“Wim has blood on his hands”: when does protest language cross the line?

“Wim has blood on his hands”: when does protest language cross the line?

“Wim van de Donk supports genocide.” The slogans of Palestine Solidarity Tilburg are sharp and personal. Students and staff often feel they go too far. Are such expressions part of freedom of speech or not?

Palestine Solidarity Tilburg protest Cube March 11th 2025 Image: Univers

Anyone walking across Professor de Moorplein toward campus passes several posters from Palestine Solidarity Tilburg (PST). The message is clear: Tilburg University is complicit in the genocide in Gaza. Not exactly a soft claim.

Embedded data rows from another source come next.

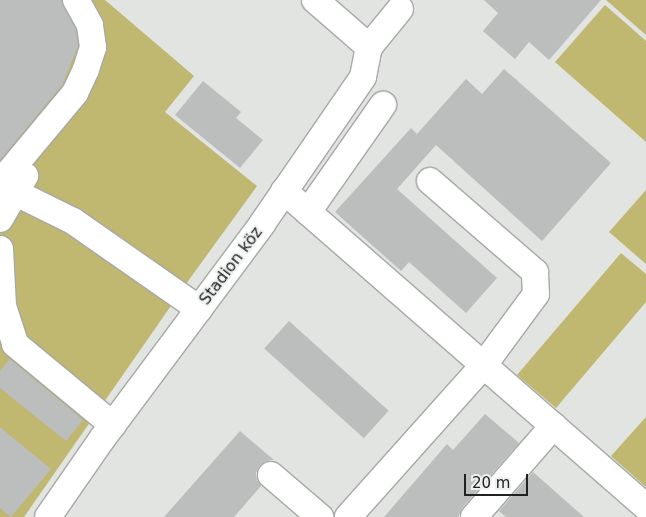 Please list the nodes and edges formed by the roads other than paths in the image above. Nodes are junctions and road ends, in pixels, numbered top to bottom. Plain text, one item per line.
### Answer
1 (76, 0) edge
2 (315, 0) edge
3 (400, 9) dead end
4 (369, 47) junction
5 (69, 101) junction
6 (382, 105) dead end
7 (430, 181) dead end
8 (0, 184) edge
9 (284, 191) junction
10 (42, 205) junction
11 (308, 212) junction
12 (0, 219) edge
13 (0, 236) edge
14 (0, 249) edge
15 (199, 308) junction
16 (483, 366) junction
17 (113, 424) junction
18 (553, 426) junction
19 (271, 475) dead end
20 (646, 507) edge
21 (48, 517) edge
22 (320, 517) edge
23 (348, 517) edge
24 (474, 517) edge

1 - 5 street
2 - 4 street
3 - 4 street, Stadion köz
4 - 9 street, Stadion köz
5 - 8 street
5 - 12 street
6 - 11 street
7 - 16 street
8 - 10 street
9 - 11 street
9 - 15 street, Stadion köz
10 - 13 street
10 - 15 street
11 - 16 street
14 - 17 street
15 - 17 street, Stadion köz
16 - 18 street
16 - 23 street
17 - 21 street, Stadion köz
18 - 20 street
18 - 24 street
19 - 22 street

PST regularly uses strong slogans, shouted during protest marches or displayed on banners at the library bridge. “Wim supports genocide” or “Wim has blood on his hands” referring to the rector magnificus of Tilburg University. During the university council meeting in June, demonstrators even unfurled a banner calling Van de Donk a “war criminal.”

A step too far

Many students and staff believe the slogans go too far. Holding the rector and the university personally responsible for the suffering in Gaza is, in their view, crossing a line. ‘Defamatory,’ one staff member told Univers. Another called it ‘overstepping a boundary.’

So, do such expressions indeed go too far? ‘Freedom of expression is an absolute precondition for a well-functioning democracy,’ says Alice Dejean de la Bâtie, professor of law at Tilburg Law School. But that doesn’t mean everything goes.

Protest versus safety

Within the university, freedom of expression can clash with the responsibility to ensure that education takes place in a safe and undisturbed manner. ‘If a protest or expression threatens other students or seriously disrupts teaching, the university can intervene,’ Dejean de la Bâtie explains.

But the restrictions are clearly defined, she says. Political preferences or the content of a debate can never, in themselves, be grounds to suppress opinions.

Posters: protest or defamation?

Sometimes the assessment is straightforward. When PST occupied the Dante building, there was a direct disruption of education at the university. In that case, the university is allowed to intervene.

But slogans and chants do not disrupt education, even if they are sharp and personal. Legally an expression can fall under defamation, but that doesn’t automatically mean it is forbidden.

‘In the same way that blocking a road can be an offense justified by freedom of expression, the same applies to defamation,’ says Dejean de la Bâtie.

‘It may be defamatory, but that doesn’t necessarily make it illegal,’ she continues. ‘Certainly not when it concerns a matter of public interest, such as Gaza, and especially not if it can be factually substantiated.’

Harsher response to certain protests

According to Dejean de la Bâtie, the debate goes beyond the university context. She observes a broader trend across Europe: pro-Palestinian and climate protests are being dealt with more strictly than, for example, farmers’ protests.

‘Protest is meant to be disruptive,’ she emphasizes. ‘If you make demonstrations harmless by imposing too many rules, they lose their power. And with that, a democratic right is being eroded.’